But their riskiest move may be completely covering the floor-to-ceiling windows at Long (pronounced Laong). While most Seattle restaurants strive for as much outdoor exposure as possible, Long's bamboo screens filter light like a rain-forest canopy while eradicating an uninspiring street view of traffic lights, parking garages and scruffy passers-by. The resulting clandestine hideaway is a serene, fire-accented fantasyland graced with banana palms and jellyfish.
Those ethereal invertebrates float in a silver-blue aquarium that creates permanent twilight in the lower-level bar and lounge, while dividing it from the two-tiered dining room, which blushes magenta after dark.

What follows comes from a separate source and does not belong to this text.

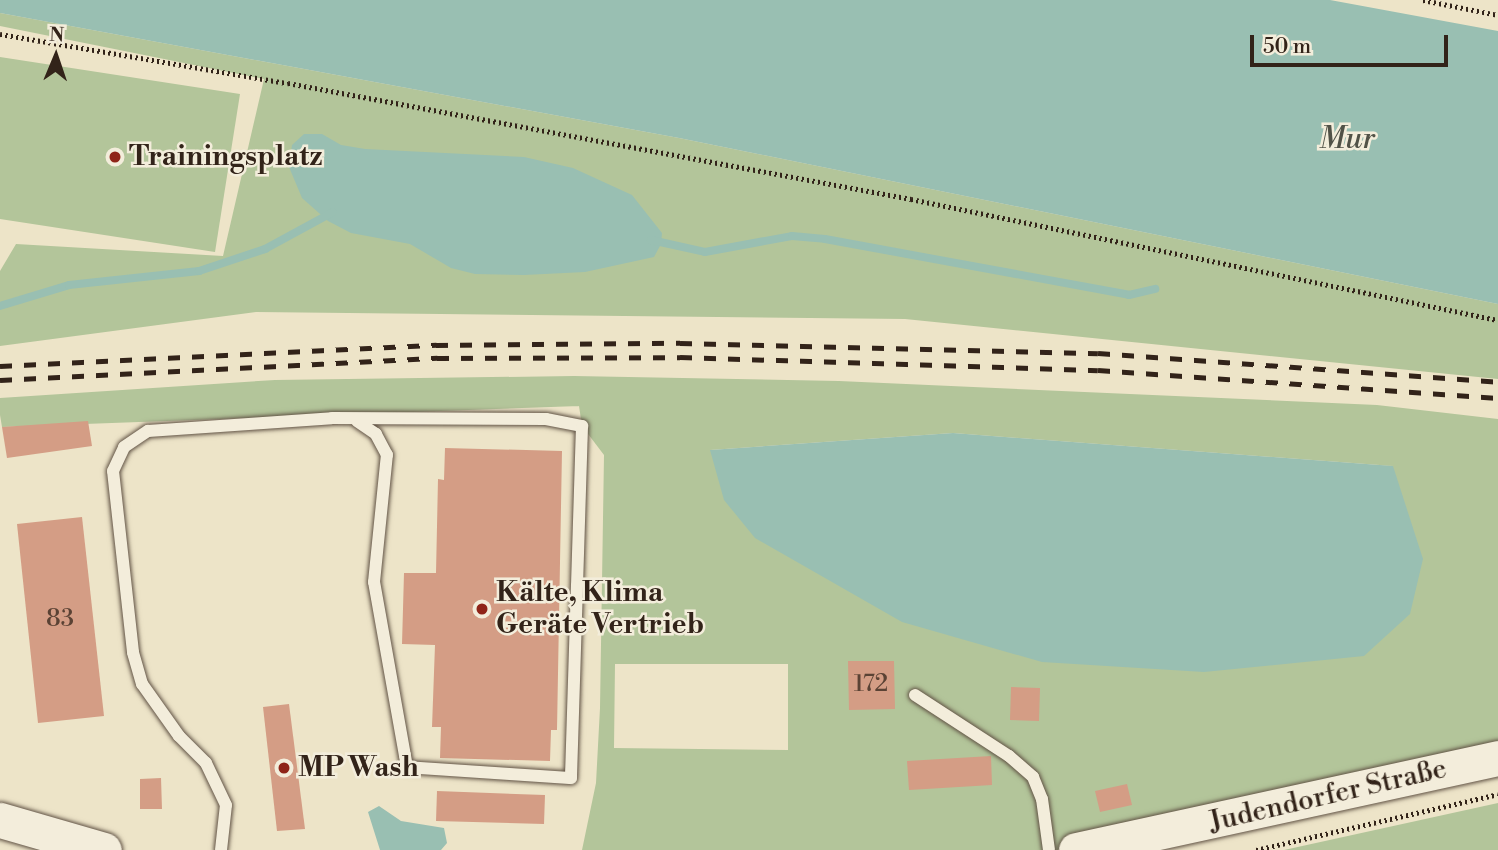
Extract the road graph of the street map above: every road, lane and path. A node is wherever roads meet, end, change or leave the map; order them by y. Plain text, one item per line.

Vibrant cocktails (a mango martini, a basil-flecked lemon drop) fit right into the dramatic setting. Nguyen, a pharmacist-turned-restaurateur, is the alchemist behind them. He also wrote the menu, drawing on his taste memory of growing up in Saigon. The kitchen is in the capable hands of his sister, Ngoan, and brother, Thiet.
Servers aren't family, but they are nevertheless well-versed in the vernacular of the cuisine, which is helpful because the menu — 12 pages at lunch, 16 at dinner — is a daunting document. Nguyen, often on hand himself, is eager to recommend his favorites, which are now also mine.
They include squid satay, dainty bodies lightly charred and very tender, sprinkled with chopped peanuts and paired with a bracing lime-pepper sauce. Also, salad rolls packed with turmeric-marinated catfish whose sharp bite reverberates clearly through the lettuce, jicama, noodles and profusion of herbs.
In Vietnamese cooking, fresh herbs play an integral role even when served on the side as they are with pho, here gently perfumed with cinnamon, ginger and star anise; or Banh Xeo, a rice-batter crepe that forms a crackling surround for squid, shrimp, pork and bean sprouts. At Long, the side platter of herbs includes purple-tinged Thai basil, mint, cilantro and tia to — garnet-and-emerald leaves with a spicy, minty kick similar to shiso.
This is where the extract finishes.